The shield winding is divided into two at the position of the air
gap as well as at the position opposite to the first air gap
relative to the bus conductor to be measured.
The current transformer may includes a second air gap in which no
secondary winding and no shield winding are wound is provided at
the position opposite to the first air gap of the transformer unit
relative to the bus conductor to be measured.
The shield winding may be divided into two to have equal
circumferential length.
BRIEF DESCRIPTION OF THE DRAWINGS
The present invention will become more readily apparent from the
following detailed description of the preferred embodiments of the
present invention taken in conjunction with the accompanying
drawings, in which:
FIG. 1 is a plan view of the current transformer of the first
embodiment of the present invention;
FIG. 2 is a sectional view taken along line A--A of FIG. 1;
FIG. 3 is a sectional view of the current transformer of the second
embodiment of the present invention;
FIG. 4 is a sectional view of the current transformer of the third
embodiment of the present invention;
FIG. 5 is a sectional view of the current transformer of the fourth
embodiment of the present invention;
FIG. 6 is a sectional view of the current transformer of the fifth
embodiment of the present invention;
FIG. 7 is a sectional view of the current transformer of the sixth
embodiment of the present invention;
FIGS. 8(a) to 8(c) are views for explaining the current transformer
of the sixth embodiment of the present invention;
FIG. 9 is a plan view showing a conventional current transformer;
and
FIG. 10 is a sectional view taken along line A--A of FIG. 9.

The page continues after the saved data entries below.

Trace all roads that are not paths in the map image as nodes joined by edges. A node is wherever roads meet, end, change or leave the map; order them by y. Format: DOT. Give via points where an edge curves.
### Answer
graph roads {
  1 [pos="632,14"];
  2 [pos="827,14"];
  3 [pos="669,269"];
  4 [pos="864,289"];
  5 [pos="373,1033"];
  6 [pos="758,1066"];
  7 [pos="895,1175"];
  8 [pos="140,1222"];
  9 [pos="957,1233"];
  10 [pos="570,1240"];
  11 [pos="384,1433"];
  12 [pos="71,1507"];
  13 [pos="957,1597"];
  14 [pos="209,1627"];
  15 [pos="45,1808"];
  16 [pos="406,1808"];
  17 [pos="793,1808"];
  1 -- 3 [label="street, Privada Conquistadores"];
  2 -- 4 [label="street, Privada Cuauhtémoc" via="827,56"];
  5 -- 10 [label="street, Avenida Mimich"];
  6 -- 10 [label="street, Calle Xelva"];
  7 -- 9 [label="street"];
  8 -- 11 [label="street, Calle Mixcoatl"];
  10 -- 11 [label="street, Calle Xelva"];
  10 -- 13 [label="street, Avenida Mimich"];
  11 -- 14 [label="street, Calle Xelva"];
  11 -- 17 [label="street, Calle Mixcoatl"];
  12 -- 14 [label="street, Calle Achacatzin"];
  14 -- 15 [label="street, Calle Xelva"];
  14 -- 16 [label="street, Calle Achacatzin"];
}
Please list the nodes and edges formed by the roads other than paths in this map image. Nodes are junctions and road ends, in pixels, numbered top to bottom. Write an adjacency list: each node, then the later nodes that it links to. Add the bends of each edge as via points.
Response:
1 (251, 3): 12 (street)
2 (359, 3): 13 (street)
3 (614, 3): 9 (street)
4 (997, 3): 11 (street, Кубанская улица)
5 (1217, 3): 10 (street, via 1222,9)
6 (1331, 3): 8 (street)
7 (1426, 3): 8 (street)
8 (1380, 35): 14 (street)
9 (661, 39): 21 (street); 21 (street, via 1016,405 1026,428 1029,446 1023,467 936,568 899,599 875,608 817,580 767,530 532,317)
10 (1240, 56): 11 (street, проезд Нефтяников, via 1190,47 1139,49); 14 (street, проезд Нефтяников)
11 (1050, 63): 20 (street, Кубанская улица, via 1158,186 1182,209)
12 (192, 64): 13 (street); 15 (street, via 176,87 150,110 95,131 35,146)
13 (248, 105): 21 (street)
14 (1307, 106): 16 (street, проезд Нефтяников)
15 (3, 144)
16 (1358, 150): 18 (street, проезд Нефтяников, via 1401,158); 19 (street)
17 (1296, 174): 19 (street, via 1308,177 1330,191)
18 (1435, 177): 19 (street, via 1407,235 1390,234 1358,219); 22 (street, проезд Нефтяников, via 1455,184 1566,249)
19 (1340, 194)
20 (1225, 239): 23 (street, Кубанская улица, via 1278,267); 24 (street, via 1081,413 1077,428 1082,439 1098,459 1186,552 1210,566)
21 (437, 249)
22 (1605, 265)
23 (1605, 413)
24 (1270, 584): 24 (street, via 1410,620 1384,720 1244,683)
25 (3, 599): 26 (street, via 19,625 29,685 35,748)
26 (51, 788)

DESCRIPTION OF THE PREFERRED EMBODIMENTS
Embodiment 1
FIG. 1 is a plan view illustrating the structure of a current
transformer according to the first embodiment of the present
invention. FIG. 2 is a sectional view taken along line A--A of FIG.
1.
In these figures, the reference characters 1 is one of three-phase
bus conductors which is a bus conductor to be measured in terms of
electric current, 2a and 2b are iron cores defining a magnetic path
intersecting with the bus conductor 1 to be measured and having the
respective, different diameters. 3a and 3b are secondary windings
wound on the iron cores 2a and 2b for measuring the current flowing
through the bus conductor 1 to be measured. The secondary windings
3a and 3b are not shown in FIG. 1.
4 is a shield winding which is a coil of the equal number of turns
wound in the form of the circumferentially divided coils of an even
number around the circumference of the iron cores around the iron
cores 2a and 2b. The shield winding 4 is wound around two
transformers 8a and 8b to bundle them into an arrangement in which
they are disposed in contact with each other and on the same plane
perpendicular to the axis of the bus conductor 1. The shield
winding 4 is for alleviating the influence of the electric current
flowing through the neighboring bus conductors 6a and 6b on the
electric current flowing through the secondary windings 2a and 2b.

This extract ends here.